Dataset entries:
####

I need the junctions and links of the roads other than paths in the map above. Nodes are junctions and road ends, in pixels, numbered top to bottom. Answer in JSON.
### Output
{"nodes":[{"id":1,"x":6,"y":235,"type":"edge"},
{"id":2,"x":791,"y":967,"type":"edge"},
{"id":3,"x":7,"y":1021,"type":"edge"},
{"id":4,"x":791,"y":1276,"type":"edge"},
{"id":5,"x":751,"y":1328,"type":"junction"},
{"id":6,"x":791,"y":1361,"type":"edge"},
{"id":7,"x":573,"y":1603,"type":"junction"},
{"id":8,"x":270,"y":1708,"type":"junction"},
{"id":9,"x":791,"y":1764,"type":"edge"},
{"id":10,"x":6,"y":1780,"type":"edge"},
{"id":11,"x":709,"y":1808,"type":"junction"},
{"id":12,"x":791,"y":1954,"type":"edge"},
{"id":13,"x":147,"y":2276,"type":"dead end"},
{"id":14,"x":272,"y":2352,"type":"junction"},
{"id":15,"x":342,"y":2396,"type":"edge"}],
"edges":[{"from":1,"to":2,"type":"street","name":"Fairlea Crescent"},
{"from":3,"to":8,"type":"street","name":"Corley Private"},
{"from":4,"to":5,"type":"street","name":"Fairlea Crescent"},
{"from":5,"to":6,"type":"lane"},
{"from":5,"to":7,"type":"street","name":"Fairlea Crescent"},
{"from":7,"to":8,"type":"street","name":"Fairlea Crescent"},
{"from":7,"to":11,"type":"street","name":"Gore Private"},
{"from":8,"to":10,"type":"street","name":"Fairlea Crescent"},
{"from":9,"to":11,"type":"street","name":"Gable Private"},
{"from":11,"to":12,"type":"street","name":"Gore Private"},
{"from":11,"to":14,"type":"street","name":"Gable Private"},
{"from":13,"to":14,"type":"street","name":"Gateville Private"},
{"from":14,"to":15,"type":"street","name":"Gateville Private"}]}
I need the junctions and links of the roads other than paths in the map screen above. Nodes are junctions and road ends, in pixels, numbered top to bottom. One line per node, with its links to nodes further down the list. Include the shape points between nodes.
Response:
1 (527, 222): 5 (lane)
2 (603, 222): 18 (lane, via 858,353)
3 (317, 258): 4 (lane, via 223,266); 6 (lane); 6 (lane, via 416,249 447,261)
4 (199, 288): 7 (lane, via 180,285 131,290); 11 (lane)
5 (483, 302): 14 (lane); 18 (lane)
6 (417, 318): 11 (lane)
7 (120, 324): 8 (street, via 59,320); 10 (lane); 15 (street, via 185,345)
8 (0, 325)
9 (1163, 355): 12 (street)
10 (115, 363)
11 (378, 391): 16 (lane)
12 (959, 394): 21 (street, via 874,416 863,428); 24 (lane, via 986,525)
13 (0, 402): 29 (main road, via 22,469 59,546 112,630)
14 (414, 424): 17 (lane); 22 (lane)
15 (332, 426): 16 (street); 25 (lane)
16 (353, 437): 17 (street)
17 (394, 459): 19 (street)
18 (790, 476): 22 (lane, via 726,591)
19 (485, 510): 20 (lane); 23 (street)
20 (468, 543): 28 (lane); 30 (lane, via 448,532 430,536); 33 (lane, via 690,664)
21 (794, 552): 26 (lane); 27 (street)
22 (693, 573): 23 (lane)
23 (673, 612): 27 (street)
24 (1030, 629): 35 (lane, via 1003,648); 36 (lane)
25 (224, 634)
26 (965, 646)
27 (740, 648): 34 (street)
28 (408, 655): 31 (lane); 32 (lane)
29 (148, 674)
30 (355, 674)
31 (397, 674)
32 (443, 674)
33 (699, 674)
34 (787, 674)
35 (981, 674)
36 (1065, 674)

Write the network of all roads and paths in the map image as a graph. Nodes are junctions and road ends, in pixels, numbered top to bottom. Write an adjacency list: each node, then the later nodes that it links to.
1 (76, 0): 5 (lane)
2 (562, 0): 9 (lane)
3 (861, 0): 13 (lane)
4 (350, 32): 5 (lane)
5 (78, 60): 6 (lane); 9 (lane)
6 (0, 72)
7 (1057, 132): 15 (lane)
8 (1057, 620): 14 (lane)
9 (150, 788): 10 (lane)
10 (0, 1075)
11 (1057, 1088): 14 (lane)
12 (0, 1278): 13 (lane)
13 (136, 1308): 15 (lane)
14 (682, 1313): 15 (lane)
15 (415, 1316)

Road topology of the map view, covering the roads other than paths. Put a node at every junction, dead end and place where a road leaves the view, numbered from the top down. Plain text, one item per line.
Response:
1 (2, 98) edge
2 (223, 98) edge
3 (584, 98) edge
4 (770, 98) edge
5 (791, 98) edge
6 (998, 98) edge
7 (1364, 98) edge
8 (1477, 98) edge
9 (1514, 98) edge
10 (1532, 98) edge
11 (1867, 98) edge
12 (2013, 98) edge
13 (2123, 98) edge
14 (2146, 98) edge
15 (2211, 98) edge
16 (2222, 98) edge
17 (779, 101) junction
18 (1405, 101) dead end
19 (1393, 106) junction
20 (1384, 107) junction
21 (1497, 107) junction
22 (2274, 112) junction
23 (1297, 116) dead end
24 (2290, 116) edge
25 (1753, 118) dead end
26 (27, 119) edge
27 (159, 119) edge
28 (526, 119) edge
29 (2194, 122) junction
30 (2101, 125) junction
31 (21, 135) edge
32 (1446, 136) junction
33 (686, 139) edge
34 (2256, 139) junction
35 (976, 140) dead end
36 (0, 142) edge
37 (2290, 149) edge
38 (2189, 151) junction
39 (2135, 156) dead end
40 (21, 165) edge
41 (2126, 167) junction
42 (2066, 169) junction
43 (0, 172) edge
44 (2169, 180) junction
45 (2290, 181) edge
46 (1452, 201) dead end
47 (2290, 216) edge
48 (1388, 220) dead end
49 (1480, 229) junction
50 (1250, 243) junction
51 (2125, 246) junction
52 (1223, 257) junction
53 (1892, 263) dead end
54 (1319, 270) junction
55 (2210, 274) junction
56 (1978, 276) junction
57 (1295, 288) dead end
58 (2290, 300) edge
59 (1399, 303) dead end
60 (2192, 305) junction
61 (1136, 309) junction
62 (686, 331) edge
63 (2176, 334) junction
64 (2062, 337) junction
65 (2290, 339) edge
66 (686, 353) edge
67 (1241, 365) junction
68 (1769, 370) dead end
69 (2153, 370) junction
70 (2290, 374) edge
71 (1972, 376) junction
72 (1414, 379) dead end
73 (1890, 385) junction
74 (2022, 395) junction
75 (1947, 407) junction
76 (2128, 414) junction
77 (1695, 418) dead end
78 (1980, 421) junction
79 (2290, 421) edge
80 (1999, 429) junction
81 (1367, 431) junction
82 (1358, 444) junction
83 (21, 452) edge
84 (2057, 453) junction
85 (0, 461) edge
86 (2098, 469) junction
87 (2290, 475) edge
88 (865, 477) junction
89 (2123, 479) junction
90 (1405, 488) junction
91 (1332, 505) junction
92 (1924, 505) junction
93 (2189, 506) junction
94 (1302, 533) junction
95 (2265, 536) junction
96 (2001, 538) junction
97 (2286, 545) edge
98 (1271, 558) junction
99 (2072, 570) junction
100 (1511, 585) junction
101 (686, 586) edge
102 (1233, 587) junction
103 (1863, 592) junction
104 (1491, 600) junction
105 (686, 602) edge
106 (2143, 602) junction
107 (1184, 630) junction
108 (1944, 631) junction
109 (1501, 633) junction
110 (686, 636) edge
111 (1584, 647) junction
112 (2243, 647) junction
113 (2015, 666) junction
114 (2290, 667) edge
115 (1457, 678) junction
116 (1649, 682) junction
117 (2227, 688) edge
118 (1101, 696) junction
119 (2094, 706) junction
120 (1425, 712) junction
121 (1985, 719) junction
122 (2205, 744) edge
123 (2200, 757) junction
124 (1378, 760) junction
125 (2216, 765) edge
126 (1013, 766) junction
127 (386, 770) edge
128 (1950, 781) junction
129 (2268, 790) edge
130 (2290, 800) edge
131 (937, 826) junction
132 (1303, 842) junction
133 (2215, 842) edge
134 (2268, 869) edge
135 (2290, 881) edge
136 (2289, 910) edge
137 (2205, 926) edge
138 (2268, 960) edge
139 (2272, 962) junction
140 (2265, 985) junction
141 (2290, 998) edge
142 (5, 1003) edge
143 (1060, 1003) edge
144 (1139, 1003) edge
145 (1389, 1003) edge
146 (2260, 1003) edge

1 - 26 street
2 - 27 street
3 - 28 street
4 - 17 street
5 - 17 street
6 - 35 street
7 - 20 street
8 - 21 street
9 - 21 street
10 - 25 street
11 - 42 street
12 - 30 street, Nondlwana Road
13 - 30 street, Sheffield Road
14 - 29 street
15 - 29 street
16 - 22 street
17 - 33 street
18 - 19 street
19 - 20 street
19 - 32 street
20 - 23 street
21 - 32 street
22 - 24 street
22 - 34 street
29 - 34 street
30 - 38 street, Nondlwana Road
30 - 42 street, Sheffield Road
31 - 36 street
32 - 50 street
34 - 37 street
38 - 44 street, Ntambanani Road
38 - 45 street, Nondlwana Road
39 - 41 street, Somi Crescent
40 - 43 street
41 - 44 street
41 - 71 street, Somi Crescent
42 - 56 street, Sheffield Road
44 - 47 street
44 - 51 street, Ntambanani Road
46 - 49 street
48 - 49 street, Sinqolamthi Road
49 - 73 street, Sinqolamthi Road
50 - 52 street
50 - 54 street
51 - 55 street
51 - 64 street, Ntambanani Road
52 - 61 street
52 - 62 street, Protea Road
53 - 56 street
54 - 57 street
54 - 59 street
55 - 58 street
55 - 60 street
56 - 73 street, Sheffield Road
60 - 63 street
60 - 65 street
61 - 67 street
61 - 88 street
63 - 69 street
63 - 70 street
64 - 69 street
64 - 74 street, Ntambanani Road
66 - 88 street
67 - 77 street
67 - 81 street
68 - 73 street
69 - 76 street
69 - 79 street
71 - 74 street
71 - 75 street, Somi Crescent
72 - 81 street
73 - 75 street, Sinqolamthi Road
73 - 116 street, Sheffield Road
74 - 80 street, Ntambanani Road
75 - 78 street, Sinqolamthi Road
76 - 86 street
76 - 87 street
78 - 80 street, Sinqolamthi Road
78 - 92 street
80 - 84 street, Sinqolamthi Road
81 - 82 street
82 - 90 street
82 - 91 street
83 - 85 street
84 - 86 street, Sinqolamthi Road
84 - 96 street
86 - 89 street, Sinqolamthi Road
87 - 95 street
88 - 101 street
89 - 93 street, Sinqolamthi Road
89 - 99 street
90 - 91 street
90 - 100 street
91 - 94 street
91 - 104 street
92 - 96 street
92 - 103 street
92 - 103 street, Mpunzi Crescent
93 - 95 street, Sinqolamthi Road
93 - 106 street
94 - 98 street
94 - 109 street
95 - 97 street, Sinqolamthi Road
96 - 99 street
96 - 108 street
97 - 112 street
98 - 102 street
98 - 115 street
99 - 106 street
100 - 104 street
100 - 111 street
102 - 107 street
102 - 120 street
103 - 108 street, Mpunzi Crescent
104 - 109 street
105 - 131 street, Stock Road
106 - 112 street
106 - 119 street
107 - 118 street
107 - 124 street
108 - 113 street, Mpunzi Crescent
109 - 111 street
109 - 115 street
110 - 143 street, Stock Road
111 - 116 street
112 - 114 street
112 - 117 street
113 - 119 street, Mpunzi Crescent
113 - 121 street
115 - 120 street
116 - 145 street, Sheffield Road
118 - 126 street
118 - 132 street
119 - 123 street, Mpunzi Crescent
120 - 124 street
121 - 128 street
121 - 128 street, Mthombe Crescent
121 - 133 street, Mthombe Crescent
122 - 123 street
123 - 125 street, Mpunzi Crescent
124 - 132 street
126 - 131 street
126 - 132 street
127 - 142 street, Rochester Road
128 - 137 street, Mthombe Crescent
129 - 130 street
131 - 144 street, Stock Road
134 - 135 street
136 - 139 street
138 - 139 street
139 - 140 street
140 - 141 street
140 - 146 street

####

Exercise prompt:
Above are the records; from them, give again exactly the lines from the one containing "Write the network" to the one containing "Road topology of", both lines included, and nothing more.

Written answer:
Write the network of all roads and paths in the map image as a graph. Nodes are junctions and road ends, in pixels, numbered top to bottom. Write an adjacency list: each node, then the later nodes that it links to.
1 (76, 0): 5 (lane)
2 (562, 0): 9 (lane)
3 (861, 0): 13 (lane)
4 (350, 32): 5 (lane)
5 (78, 60): 6 (lane); 9 (lane)
6 (0, 72)
7 (1057, 132): 15 (lane)
8 (1057, 620): 14 (lane)
9 (150, 788): 10 (lane)
10 (0, 1075)
11 (1057, 1088): 14 (lane)
12 (0, 1278): 13 (lane)
13 (136, 1308): 15 (lane)
14 (682, 1313): 15 (lane)
15 (415, 1316)

Road topology of the map view, covering the roads other than paths. Put a node at every junction, dead end and place where a road leaves the view, numbered from the top down. Plain text, one item per line.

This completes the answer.